Rien de plus magnifique aux environs de Paris, que ces chaussées à perte de vue & en ligne droite, bordées de chaque côté d’allées d’arbres. Non-seulement elles sont multipliées, mais encore leur largeur est considérable ; on voit qu’on n’a pas épargné le terrein. Un philosophe étranger & instruit, qui arriveroit les yeux bandés, pourroit s’écrier : oui, j’y suis ; c’est ici la main d’un monarque ; il a dit : que ce terrein soit coupé comme un damier ; point de sinuosités ; & le terrein docile a obéi, les champs se sont ouverts, les héritages ont été traversés, & pour quelques pertes particulieres, il en a résulté un très-grand bien, un bien qui sera durable.

Mais la chaussée du milieu, c’est-à-dire, le pavé, porte un caractere mesquin, & l’on n’a pas eu l’attention de le faire assez large pour que deux voitures puissent y passer de front commodément. Il faut toujours qu’une roue porte sur le bord du pavé, qu’elle enfonce & dégrade ; elle retombe sur une terre molle ; la voiture, glissant sur le pavé qui est en dos-d’âne, souffre de la pente & sur-tout de l’enfoncement de la terre argilleuse.

On ne voit sur les routes que de pauvres rouliers, effrayés par le bruit tonnant des turgottines, chercher à en éviter le choc en faisant pencher précipitamment leurs voitures, & souvent au risque d’être brisées toutes deux.

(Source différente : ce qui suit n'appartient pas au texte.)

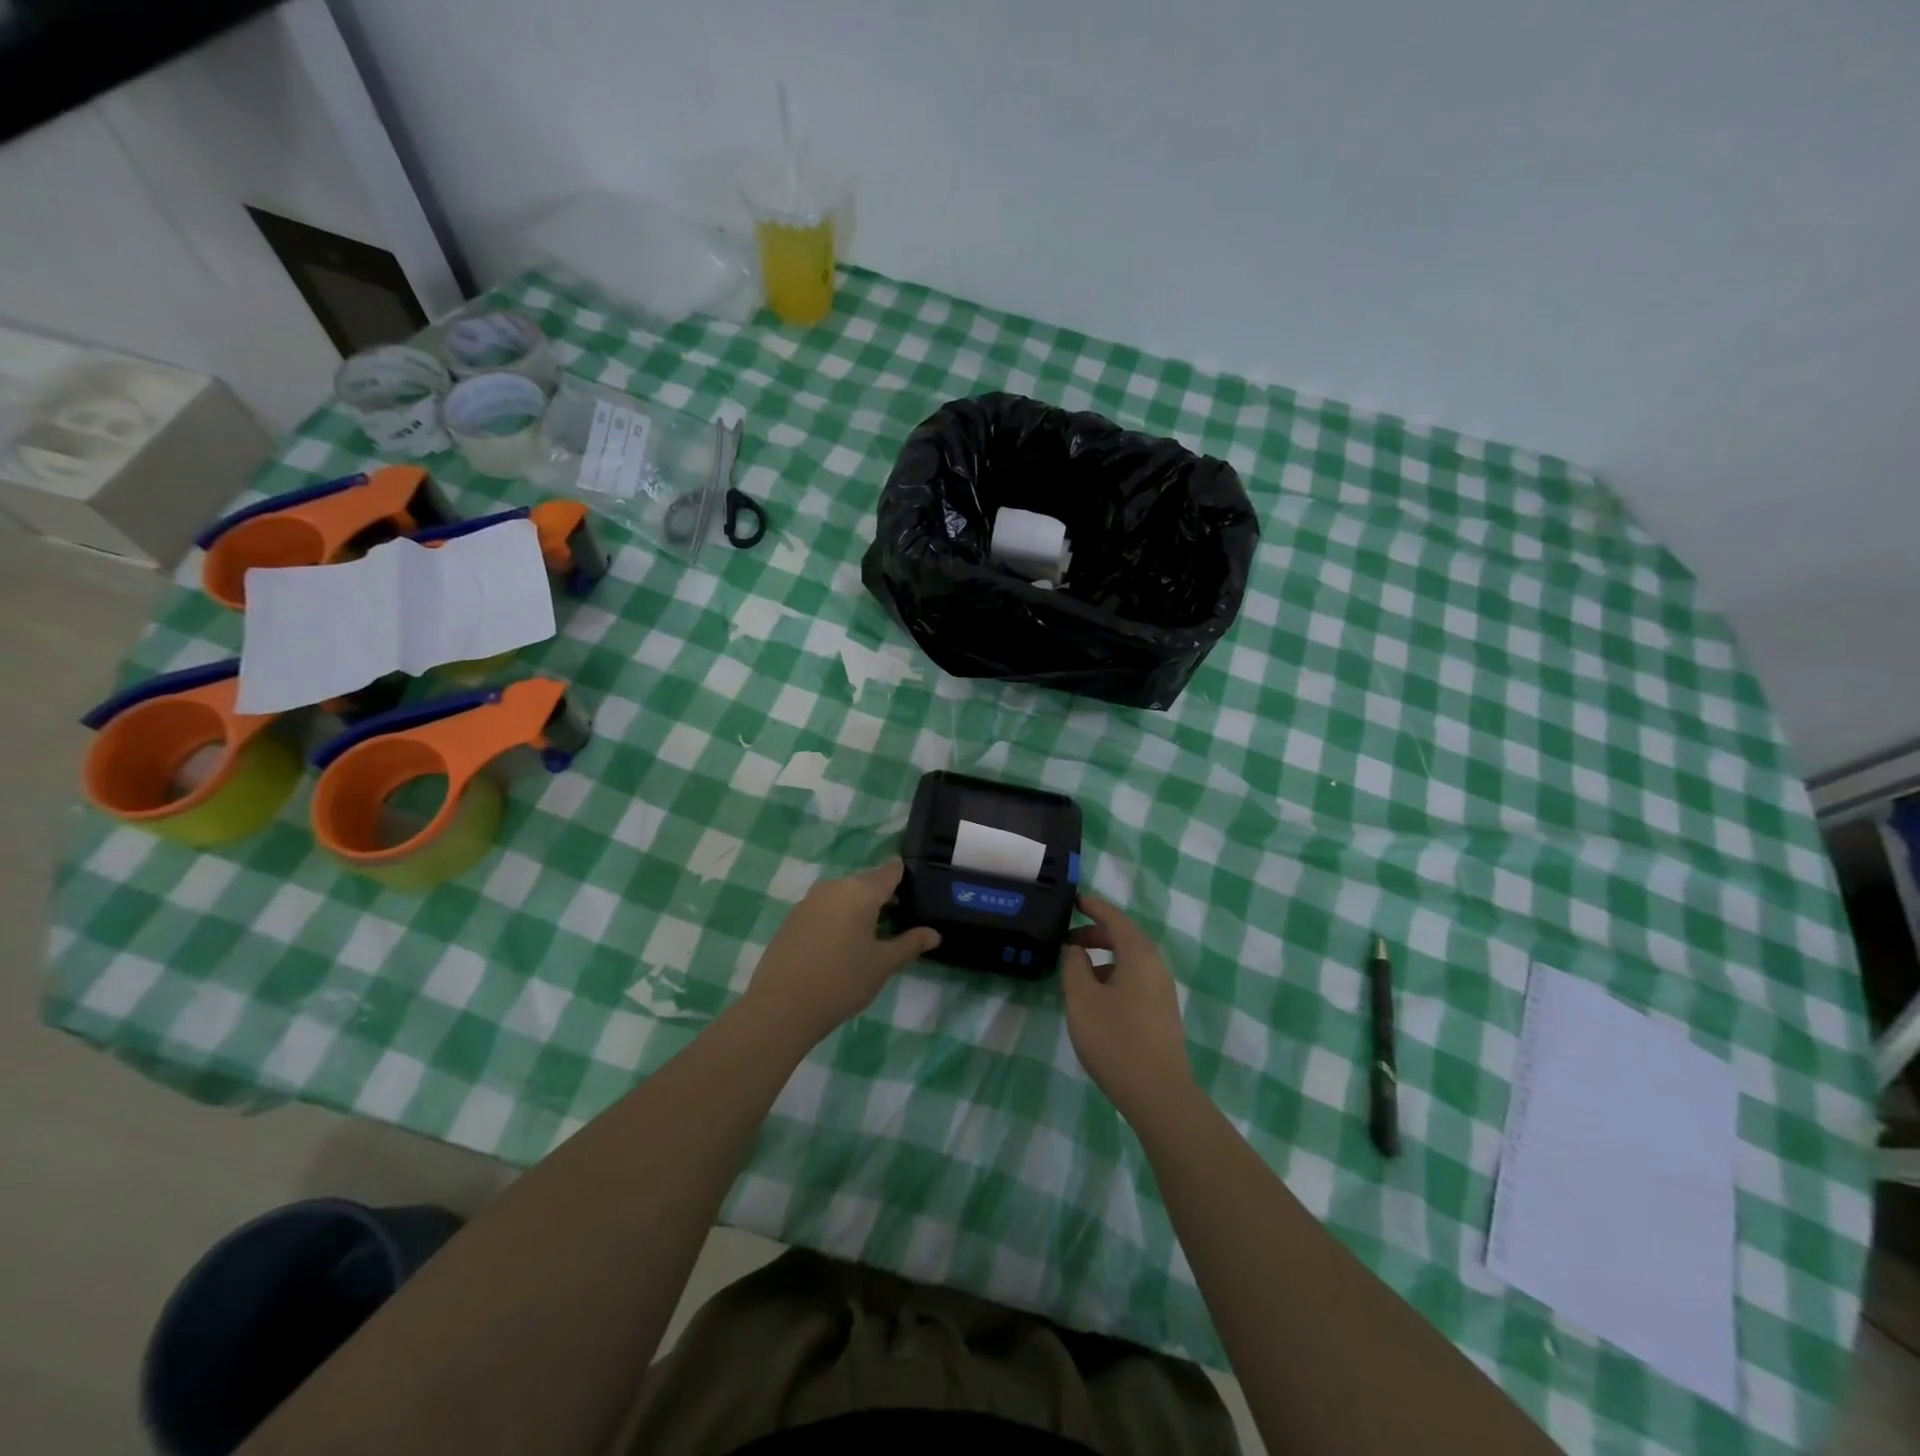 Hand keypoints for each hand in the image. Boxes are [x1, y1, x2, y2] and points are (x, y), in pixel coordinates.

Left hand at [743, 860, 939, 1046]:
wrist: (781, 1007)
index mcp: (860, 890)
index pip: (891, 870)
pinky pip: (825, 909)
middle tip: (899, 926)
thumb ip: (910, 944)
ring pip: (844, 896)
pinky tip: (841, 948)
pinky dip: (838, 920)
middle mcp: (834, 886)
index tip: (918, 896)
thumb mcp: (883, 964)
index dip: (906, 879)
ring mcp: (809, 901)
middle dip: (884, 899)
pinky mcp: (792, 918)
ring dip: (860, 911)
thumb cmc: (841, 981)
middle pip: (867, 883)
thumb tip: (934, 934)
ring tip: (872, 940)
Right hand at [1061, 893, 1193, 1118]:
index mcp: (1139, 955)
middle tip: (1067, 940)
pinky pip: (1135, 981)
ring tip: (1076, 974)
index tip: (1074, 900)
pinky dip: (1113, 977)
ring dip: (1103, 958)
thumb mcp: (1082, 999)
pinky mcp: (1162, 1015)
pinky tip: (1095, 1000)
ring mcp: (1162, 992)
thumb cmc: (1115, 1039)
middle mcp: (1156, 967)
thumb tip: (1075, 950)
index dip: (1093, 907)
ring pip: (1130, 962)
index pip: (1115, 918)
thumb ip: (1074, 967)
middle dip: (1096, 934)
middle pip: (1125, 938)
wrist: (1159, 1094)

Point de péages, il est vrai ; point de barrieres établies de distance en distance ; on a fait ces routes comme à plaisir ; on les a recommencées autant de fois que l’on a voulu. Les routes en Angleterre se détournent plutôt que d’écorner la chaumiere d’un paysan ; ici le paysan lui-même a été envoyé à la corvée. Vous passez sur le terrein qui fut sa grange, & qu’il a arrosé de ses sueurs, pour planter les cailloux quarrés qui vous portent, & vous ne lui donnez en passant ni un regret ni une obole.

Le mal est fait. En politique le bien sort du mal. Réparons le mal en donnant au bien toute l’étendue dont il est susceptible. Que ces grandes routes, après ces vexations, ne servent qu’à un commerce libre, & n’aboutissent plus à ces douanes repoussantes, qui devroient être jetées à l’extrémité du royaume, comme la griffe chez les animaux est éloignée du cœur.